» **Aim of the task**
Copy exactly the lines from the start of the material through the line with "width:45px; height:45px; display:grid;". Pictures stay out of the copy.

Data records START

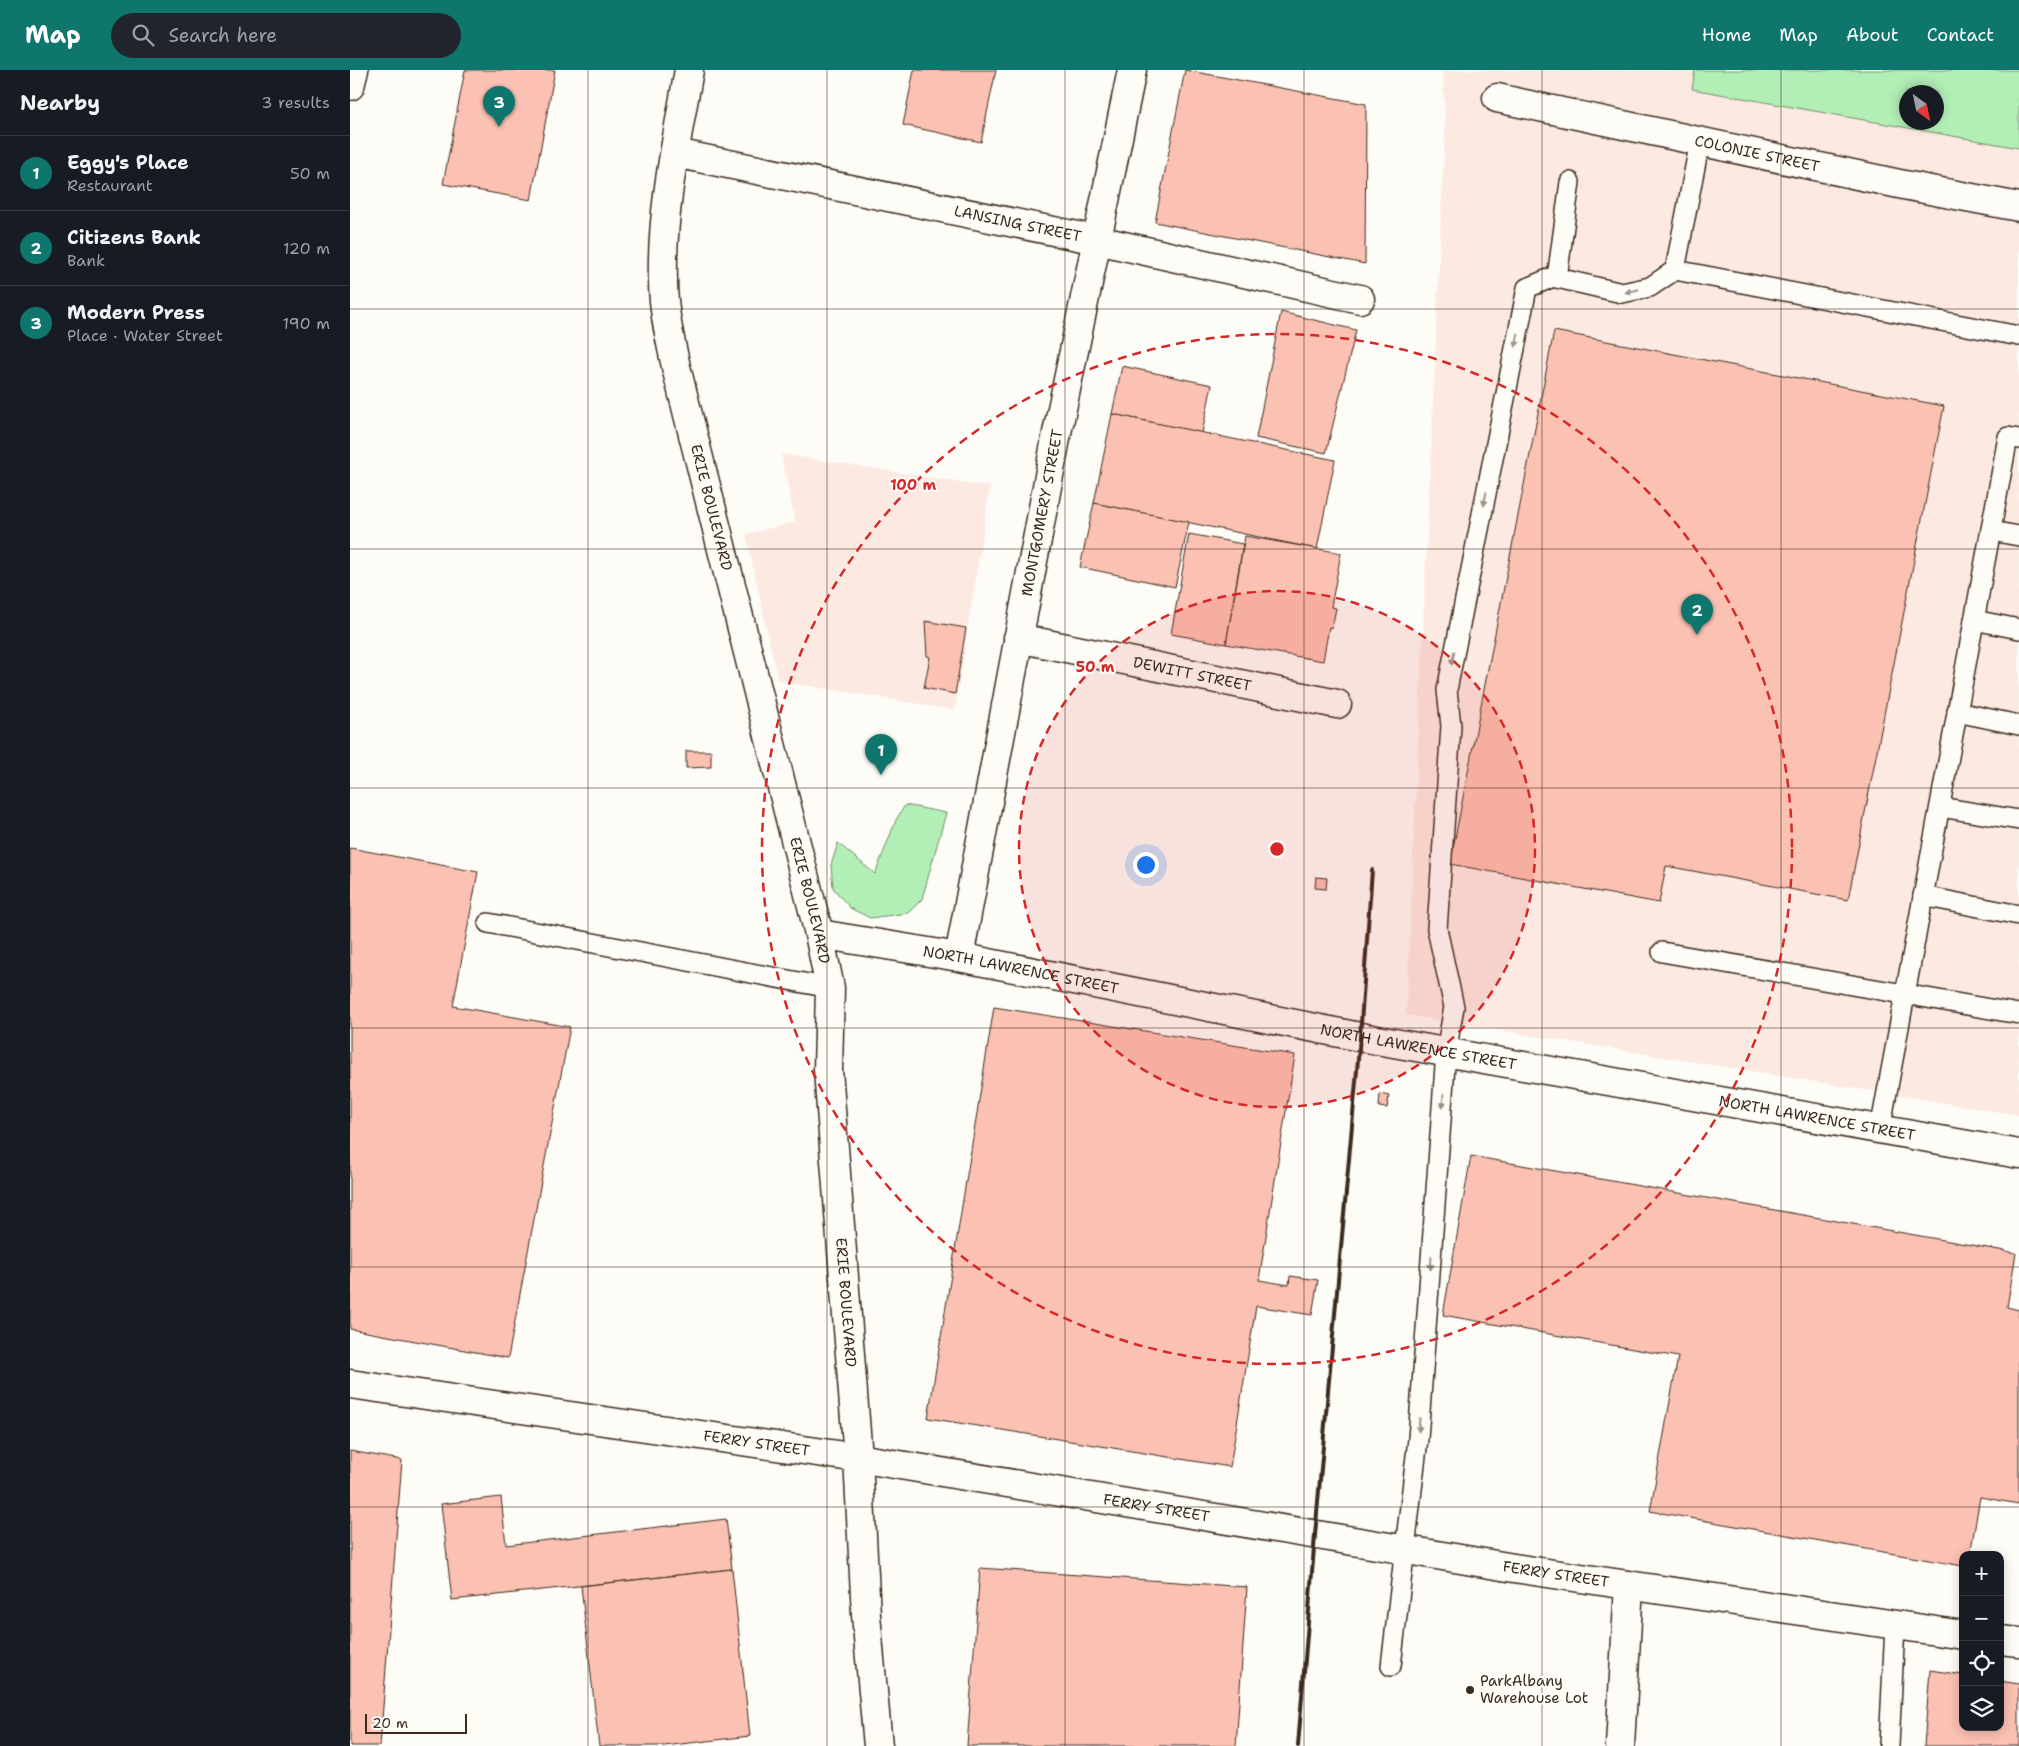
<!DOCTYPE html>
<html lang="en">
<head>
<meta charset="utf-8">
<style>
  :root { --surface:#171b24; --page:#20242c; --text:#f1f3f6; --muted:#9ea1a6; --line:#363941; --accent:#0f766e }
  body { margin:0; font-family:"Shantell Sans",sans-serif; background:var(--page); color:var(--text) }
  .controls { position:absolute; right:15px; bottom:15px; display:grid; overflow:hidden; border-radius:10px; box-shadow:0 2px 12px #0003 }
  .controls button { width:45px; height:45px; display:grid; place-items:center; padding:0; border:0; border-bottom:1px solid var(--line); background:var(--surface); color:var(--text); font:25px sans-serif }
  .compass { position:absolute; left:1549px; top:15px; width:45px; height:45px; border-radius:50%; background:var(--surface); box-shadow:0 2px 12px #0003; rotate:147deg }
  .scale { position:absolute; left:15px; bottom:12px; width:102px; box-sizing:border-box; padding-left:5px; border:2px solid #3b2a1e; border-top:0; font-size:14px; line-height:18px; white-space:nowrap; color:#3b2a1e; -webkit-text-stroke:4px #fdfcf7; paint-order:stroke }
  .you { position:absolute; left:795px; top:794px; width:18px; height:18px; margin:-12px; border:4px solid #fff; border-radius:50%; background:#1a73e8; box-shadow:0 0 0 8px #1a73e833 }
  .badge { display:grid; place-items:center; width:32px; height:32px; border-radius:50%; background:var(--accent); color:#fff; font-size:16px; font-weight:700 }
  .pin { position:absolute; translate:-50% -41px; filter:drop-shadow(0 1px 2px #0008) }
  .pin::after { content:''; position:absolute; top:26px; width:18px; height:15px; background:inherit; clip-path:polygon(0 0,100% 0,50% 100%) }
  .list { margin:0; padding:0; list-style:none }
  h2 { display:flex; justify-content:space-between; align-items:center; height:65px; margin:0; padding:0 20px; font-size:21px }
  h2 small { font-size:16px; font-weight:400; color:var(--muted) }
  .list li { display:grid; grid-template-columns:32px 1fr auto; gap:15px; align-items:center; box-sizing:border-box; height:75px; padding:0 20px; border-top:1px solid var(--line) }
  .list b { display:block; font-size:19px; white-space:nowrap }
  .list p { margin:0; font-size:16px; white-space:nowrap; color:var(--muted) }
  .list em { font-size:16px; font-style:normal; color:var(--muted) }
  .icon { flex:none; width:28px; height:28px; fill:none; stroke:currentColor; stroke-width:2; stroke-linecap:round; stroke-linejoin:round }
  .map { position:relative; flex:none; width:1669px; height:1676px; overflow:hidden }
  header { display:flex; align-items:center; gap:30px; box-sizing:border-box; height:70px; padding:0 25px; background:var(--accent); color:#fff }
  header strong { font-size:24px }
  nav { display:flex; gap:28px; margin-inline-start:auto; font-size:18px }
  .search { width:350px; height:45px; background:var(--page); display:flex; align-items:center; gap:12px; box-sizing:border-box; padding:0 18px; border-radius:28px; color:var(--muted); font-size:19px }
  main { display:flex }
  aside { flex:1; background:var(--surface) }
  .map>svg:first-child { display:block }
</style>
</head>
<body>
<header>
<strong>Map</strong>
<div class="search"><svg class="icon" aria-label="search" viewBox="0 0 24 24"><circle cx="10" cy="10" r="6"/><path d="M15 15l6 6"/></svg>Search here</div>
<nav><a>Home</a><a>Map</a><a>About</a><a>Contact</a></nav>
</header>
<main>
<aside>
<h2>Nearby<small>3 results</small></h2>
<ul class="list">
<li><span class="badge">1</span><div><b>Eggy's Place</b><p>Restaurant</p></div><em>50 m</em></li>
<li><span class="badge">2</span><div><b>Citizens Bank</b><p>Bank</p></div><em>120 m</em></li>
<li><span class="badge">3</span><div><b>Modern Press</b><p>Place · Water Street</p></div><em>190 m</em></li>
</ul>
</aside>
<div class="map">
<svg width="1669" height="1676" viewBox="0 0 1669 1676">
  <rect width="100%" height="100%" fill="#fdfcf7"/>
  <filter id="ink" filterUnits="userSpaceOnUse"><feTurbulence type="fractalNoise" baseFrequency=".02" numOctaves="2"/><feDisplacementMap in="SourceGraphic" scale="10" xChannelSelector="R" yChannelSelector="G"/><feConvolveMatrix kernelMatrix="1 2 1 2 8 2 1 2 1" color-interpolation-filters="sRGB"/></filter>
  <g filter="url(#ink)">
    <!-- built -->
    <g fill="#fceae2">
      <path d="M1093 0H1345L1342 19 1669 78V1045L1056 945 1095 58Z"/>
      <path d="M431 384 640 417 605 640 428 611 396 464 445 452Z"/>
    </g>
    <!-- green -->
    <g fill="#b1efb6" stroke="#768c6a" fill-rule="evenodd">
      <path d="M1345 0H1669V78L1342 19ZM1556 22H1586V52H1556Z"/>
      <path d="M555 735 596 743 572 829 558 843 520 848 500 838 483 818 481 795 488 773 525 804 546 750Z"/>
    </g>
    <!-- building -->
    <g fill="#fbc1b2" stroke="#3b2a1e">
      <path d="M115 0H205L181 130 93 114Z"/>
      <path d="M564 0H646L631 72 553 55Z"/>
      <path d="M835 0 1016 34 1015 194 805 152Z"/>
      <path d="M931 242 1006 260 976 383 906 368Z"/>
      <path d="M1204 261 1594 336 1498 830 1316 796 1309 833 1100 794Z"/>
      <path d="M772 296 862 315 852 363 762 344Z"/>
      <path d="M762 344 985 390 967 479 744 433Z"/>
      <path d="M744 433 839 452 825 517 730 497Z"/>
      <path d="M839 464 893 474 876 574 821 564Z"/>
      <path d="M895 466 991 483 981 537 986 538 982 558 979 557 973 591 876 574Z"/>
      <path d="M575 551 616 558 605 624 574 618 580 587 577 586Z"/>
      <path d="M336 681H361V697L336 698Z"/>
      <path d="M0 778 128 802 103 936 220 957 158 1288 0 1259Z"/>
      <path d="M966 807 977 808 976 819 965 818Z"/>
      <path d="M644 937 945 985 909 1210 939 1215 940 1206 968 1210 962 1245 906 1236 880 1397 578 1348Z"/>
      <path d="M1030 1024 1039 1026 1037 1038 1029 1037Z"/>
      <path d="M1121 1086 1666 1183 1657 1237 1669 1240V1434L1630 1427 1620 1485H1613V1496L1300 1441 1328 1287 1093 1245Z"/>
      <path d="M0 1381 52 1390 30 1676H0Z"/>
      <path d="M151 1427 156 1475 376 1449 382 1499 102 1530 91 1434Z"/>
      <path d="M630 1498 897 1517 886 1676H617Z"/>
      <path d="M382 1499 400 1666 314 1676H249L231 1516Z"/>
      <path d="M1580 1600 1613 1605V1657H1650V1611L1669 1614V1676H1574Z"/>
    </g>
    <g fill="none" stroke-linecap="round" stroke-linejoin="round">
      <!-- lane casing -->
      <g stroke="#3b2a1e" stroke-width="22">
        <g id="lane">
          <path d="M1325 200 1350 71"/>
          <path d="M1207 208 1220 112"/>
          <path d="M1641 461 1669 466"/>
          <path d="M1624 550 1669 559"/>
          <path d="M1607 642 1669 655"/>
          <path d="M1590 737 1669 750"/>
          <path d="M1573 826 1669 845"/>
          <path d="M138 853 480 918"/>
          <path d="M1312 882 1669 944"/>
          <path d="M1530 1060 1658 367 1669 369"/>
          <path d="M1041 1596 1068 1369 1096 982 1104 937 1087 859 1101 656 1097 620 1177 218 1203 207 1272 223 1300 217 1325 200 1669 266"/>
          <path d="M1539 1676 1545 1556"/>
        </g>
      </g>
      <!-- street casing -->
      <g stroke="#3b2a1e" stroke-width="31">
        <g id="street">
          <path id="s1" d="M1147 28 1554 115 1669 137"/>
          <path id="s2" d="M325 83 747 170 1010 229"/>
          <path id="s3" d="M668 568 987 634"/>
          <path id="s4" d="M469 864 609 887 1010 967 1669 1084"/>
          <path id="s5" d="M609 887 707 363 782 0"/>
          <path id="s6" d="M0 1314 508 1388 1164 1498 1613 1565"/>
          <path d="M1650 1570 1669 1572"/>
          <path d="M1270 1676 1279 1515"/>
        </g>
      </g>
      <!-- secondary casing -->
      <g stroke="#3b2a1e" stroke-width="31">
        <g id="secondary">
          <path id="s7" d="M339 0C327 69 311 140 313 211 313 240 320 269 326 297L469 864 480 918 478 1000 508 1388 516 1545 528 1676"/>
          <path d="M0 16 4 0"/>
        </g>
      </g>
      <!-- lane -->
      <use href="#lane" stroke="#fdfcf7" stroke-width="19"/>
      <!-- street -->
      <use href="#street" stroke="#fdfcf7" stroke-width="28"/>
      <!-- secondary -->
      <use href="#secondary" stroke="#fdfcf7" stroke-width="28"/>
      <!-- rail -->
      <path stroke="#3b2a1e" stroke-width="4" d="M948 1676 965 1465 1010 967 1022 800"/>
    </g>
    <!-- one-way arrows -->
    <defs><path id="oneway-solid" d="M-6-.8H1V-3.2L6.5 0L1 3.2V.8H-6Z" transform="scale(1.25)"/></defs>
    <g fill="#9c938a">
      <use href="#oneway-solid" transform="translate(1282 221) rotate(167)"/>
      <use href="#oneway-solid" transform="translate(1167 270) rotate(101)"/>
      <use href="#oneway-solid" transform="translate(1135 429) rotate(101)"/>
      <use href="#oneway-solid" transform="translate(1103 588) rotate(101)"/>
      <use href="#oneway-solid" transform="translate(1093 1031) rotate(94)"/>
      <use href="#oneway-solid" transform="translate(1081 1193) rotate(94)"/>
      <use href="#oneway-solid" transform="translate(1069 1355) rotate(94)"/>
    </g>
  </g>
  <!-- grid -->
  <path fill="none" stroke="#3b2a1e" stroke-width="1" stroke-opacity="0.55" d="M238 0V1676M477 0V1676M715 0V1676M954 0V1676M1192 0V1676M1431 0V1676M0 239H1669M0 479H1669M0 718H1669M0 958H1669M0 1197H1669M0 1437H1669"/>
  <!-- distance rings -->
  <circle cx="927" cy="779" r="258" fill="#d62828" fill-opacity=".12"/>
  <g fill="none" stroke="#d62828" stroke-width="2.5" stroke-dasharray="9 6">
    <circle cx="927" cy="779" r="258"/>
    <circle cx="927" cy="779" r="515"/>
  </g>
  <!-- markers -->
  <circle fill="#3b2a1e" stroke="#fdfcf7" stroke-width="2" cx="1120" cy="1620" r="5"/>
  <g text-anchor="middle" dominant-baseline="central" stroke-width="4" stroke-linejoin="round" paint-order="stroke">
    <!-- street labels -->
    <g font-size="15" fill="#3b2a1e" stroke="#fdfcf7">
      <text stroke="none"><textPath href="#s1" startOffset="266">COLONIE STREET</textPath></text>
      <text stroke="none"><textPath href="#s2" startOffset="350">LANSING STREET</textPath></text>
      <text stroke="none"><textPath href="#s7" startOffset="445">ERIE BOULEVARD</textPath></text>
      <text stroke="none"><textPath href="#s5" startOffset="452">MONTGOMERY STREET</textPath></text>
      <text stroke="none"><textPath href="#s3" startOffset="178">DEWITT STREET</textPath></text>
      <text stroke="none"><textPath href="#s7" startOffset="850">ERIE BOULEVARD</textPath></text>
      <text stroke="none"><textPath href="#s4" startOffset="205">NORTH LAWRENCE STREET</textPath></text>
      <text stroke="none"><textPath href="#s4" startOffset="610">NORTH LAWRENCE STREET</textPath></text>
      <text stroke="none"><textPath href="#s4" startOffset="1015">NORTH LAWRENCE STREET</textPath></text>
      <text stroke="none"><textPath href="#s7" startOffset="1255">ERIE BOULEVARD</textPath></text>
      <text stroke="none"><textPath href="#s6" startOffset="411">FERRY STREET</textPath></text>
      <text stroke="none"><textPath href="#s6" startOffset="816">FERRY STREET</textPath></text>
      <text stroke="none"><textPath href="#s6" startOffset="1221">FERRY STREET</textPath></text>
    </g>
    <!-- poi labels -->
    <g font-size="15" fill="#3b2a1e" stroke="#fdfcf7" text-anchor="start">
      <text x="1130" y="1611">ParkAlbany<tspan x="1130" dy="17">Warehouse Lot</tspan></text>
    </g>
  </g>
  <circle cx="927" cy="779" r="8" fill="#d62828" stroke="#fdfcf7" stroke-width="2.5"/>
  <g font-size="15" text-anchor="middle" font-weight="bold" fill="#d62828" stroke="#fdfcf7" stroke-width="4" stroke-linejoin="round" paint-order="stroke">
    <text x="563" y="420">100 m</text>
    <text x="745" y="602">50 m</text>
  </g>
</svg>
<div class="controls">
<button>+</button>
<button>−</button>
<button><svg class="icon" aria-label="locate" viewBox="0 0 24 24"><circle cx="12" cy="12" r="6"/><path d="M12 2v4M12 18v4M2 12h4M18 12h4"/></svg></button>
<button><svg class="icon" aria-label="layers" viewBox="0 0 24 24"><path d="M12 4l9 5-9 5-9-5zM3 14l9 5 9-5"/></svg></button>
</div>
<svg class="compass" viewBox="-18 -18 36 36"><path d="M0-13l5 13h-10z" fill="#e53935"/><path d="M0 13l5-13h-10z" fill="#9ea1a6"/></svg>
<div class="scale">20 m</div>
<div class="you"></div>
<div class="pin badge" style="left:531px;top:705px">1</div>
<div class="pin badge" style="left:1347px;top:565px">2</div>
<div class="pin badge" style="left:149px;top:57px">3</div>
</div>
</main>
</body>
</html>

Data records END

» **Answer**
<!DOCTYPE html>
<html lang="en">
<head>
<meta charset="utf-8">
<style>
  :root { --surface:#171b24; --page:#20242c; --text:#f1f3f6; --muted:#9ea1a6; --line:#363941; --accent:#0f766e }
  body { margin:0; font-family:"Shantell Sans",sans-serif; background:var(--page); color:var(--text) }
  .controls { position:absolute; right:15px; bottom:15px; display:grid; overflow:hidden; border-radius:10px; box-shadow:0 2px 12px #0003 }
  .controls button { width:45px; height:45px; display:grid; place-items:center; padding:0; border:0; border-bottom:1px solid var(--line); background:var(--surface); color:var(--text); font:25px sans-serif }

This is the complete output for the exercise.